» **TRY IT**
Filter the records down to the lines that hold the word "roads", and copy each of those lines.

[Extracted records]
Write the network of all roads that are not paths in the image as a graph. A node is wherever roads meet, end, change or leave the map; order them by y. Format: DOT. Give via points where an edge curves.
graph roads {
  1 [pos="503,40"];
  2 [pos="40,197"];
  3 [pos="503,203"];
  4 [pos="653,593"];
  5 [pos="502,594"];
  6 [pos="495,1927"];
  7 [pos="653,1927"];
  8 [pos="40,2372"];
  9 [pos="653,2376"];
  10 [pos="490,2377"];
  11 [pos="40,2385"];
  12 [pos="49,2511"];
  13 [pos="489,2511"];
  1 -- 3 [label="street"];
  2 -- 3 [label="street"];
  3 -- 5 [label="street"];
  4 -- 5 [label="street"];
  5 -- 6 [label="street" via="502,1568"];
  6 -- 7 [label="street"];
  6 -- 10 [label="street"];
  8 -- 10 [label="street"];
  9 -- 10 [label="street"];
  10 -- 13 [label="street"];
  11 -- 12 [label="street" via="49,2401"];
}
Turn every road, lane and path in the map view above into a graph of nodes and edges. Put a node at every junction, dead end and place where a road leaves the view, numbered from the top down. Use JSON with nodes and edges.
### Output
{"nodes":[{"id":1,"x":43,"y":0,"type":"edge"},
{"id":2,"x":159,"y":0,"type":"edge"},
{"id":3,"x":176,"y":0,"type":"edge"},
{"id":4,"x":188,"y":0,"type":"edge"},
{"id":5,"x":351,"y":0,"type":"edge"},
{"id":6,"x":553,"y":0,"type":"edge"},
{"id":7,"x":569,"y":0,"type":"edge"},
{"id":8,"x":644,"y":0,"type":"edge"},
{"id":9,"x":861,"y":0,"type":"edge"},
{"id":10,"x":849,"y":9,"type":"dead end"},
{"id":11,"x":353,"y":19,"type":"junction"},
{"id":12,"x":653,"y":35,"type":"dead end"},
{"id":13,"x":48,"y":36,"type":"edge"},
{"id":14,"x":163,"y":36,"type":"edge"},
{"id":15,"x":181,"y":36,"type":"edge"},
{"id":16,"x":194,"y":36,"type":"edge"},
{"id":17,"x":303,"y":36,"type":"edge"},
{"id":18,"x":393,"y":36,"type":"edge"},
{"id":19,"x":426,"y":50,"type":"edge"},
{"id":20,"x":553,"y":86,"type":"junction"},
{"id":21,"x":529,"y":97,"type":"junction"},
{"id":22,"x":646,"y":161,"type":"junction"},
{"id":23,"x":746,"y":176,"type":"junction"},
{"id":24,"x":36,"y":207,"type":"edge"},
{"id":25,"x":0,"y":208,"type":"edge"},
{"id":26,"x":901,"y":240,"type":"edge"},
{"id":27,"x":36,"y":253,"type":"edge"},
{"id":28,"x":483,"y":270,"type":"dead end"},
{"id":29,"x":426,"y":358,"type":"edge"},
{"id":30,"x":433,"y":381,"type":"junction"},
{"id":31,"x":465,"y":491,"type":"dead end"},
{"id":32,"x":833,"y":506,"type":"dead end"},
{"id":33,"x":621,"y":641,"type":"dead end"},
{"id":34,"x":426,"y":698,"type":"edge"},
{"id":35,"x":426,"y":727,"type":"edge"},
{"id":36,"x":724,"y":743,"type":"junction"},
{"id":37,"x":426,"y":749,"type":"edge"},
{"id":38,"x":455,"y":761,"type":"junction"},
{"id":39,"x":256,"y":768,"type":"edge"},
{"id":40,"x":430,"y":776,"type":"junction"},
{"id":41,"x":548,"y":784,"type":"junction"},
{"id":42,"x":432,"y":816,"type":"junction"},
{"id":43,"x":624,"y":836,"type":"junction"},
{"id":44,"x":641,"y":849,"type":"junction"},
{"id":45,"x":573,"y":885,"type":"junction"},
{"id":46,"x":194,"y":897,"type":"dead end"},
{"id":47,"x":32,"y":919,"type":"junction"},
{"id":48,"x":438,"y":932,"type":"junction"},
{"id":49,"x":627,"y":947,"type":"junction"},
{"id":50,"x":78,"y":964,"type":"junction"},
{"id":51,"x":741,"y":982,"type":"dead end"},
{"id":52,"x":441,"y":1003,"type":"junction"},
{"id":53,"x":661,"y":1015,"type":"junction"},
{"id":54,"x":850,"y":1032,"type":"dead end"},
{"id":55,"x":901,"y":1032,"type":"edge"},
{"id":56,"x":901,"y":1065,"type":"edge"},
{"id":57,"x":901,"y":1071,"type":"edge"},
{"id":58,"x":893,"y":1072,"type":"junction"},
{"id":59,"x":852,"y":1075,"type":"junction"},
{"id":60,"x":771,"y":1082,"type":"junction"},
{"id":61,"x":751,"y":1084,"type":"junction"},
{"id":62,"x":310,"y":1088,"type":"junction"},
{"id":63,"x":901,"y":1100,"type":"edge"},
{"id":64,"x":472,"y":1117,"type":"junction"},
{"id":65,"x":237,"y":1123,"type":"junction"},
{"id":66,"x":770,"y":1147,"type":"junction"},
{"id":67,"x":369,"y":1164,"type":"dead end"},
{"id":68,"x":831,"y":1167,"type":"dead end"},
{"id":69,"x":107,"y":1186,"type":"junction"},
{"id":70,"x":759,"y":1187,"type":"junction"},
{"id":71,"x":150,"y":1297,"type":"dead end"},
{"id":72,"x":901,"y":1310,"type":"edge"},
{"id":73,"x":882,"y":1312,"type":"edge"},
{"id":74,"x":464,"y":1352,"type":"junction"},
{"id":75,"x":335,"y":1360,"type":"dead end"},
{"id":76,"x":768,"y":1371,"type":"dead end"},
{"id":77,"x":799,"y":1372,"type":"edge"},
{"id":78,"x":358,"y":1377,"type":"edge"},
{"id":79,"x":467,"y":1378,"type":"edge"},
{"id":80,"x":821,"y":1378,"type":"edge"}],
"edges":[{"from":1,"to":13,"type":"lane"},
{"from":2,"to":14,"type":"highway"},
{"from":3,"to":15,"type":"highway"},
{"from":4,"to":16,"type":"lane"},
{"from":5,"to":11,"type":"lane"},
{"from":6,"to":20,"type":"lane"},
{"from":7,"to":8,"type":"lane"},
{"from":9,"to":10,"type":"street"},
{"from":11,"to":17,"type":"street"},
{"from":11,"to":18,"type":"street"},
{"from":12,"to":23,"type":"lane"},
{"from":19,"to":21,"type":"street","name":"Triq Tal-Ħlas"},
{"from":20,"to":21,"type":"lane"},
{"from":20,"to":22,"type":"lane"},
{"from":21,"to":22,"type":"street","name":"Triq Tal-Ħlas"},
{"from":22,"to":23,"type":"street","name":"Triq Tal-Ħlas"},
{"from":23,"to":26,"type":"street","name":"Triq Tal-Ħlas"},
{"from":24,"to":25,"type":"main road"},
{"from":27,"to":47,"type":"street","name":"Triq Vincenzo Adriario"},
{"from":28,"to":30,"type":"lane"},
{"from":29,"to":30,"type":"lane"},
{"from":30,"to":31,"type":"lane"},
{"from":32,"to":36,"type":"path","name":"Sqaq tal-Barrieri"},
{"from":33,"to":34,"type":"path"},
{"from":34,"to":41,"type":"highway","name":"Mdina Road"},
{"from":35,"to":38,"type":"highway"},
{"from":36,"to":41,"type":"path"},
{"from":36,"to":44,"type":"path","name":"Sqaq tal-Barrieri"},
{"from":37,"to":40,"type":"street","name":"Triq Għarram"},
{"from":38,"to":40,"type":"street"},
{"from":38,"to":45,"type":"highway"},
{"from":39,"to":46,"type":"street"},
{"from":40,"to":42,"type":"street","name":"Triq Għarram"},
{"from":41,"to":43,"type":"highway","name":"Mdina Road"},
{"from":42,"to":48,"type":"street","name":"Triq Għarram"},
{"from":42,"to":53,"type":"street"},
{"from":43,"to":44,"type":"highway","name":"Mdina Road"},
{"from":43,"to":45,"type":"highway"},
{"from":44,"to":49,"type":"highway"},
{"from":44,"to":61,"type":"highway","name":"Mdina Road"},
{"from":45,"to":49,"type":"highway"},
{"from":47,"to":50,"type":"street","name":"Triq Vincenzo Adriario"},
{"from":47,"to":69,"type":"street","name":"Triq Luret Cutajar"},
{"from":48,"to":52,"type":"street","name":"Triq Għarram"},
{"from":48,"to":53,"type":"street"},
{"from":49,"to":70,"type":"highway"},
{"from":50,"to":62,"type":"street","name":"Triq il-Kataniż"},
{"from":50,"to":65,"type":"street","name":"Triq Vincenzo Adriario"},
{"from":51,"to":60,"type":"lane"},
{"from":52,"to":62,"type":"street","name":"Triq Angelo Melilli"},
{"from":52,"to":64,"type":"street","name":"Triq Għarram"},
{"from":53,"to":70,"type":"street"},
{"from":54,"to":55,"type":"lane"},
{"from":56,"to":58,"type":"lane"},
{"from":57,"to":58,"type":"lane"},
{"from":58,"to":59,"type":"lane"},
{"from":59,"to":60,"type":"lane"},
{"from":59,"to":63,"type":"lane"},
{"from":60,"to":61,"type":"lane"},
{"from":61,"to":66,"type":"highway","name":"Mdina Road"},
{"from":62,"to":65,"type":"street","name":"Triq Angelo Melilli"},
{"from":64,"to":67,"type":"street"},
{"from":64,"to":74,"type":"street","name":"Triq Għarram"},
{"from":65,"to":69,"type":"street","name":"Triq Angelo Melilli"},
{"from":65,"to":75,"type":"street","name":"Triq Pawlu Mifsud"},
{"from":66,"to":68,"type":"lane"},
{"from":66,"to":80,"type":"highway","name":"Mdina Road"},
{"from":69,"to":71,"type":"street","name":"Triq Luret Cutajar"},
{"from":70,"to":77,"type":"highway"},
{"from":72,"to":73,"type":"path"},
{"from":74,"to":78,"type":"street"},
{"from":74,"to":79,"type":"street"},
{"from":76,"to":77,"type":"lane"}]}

» **YOUR RESPONSE**
Write the network of all roads that are not paths in the image as a graph. A node is wherever roads meet, end, change or leave the map; order them by y. Format: DOT. Give via points where an edge curves.
graph roads {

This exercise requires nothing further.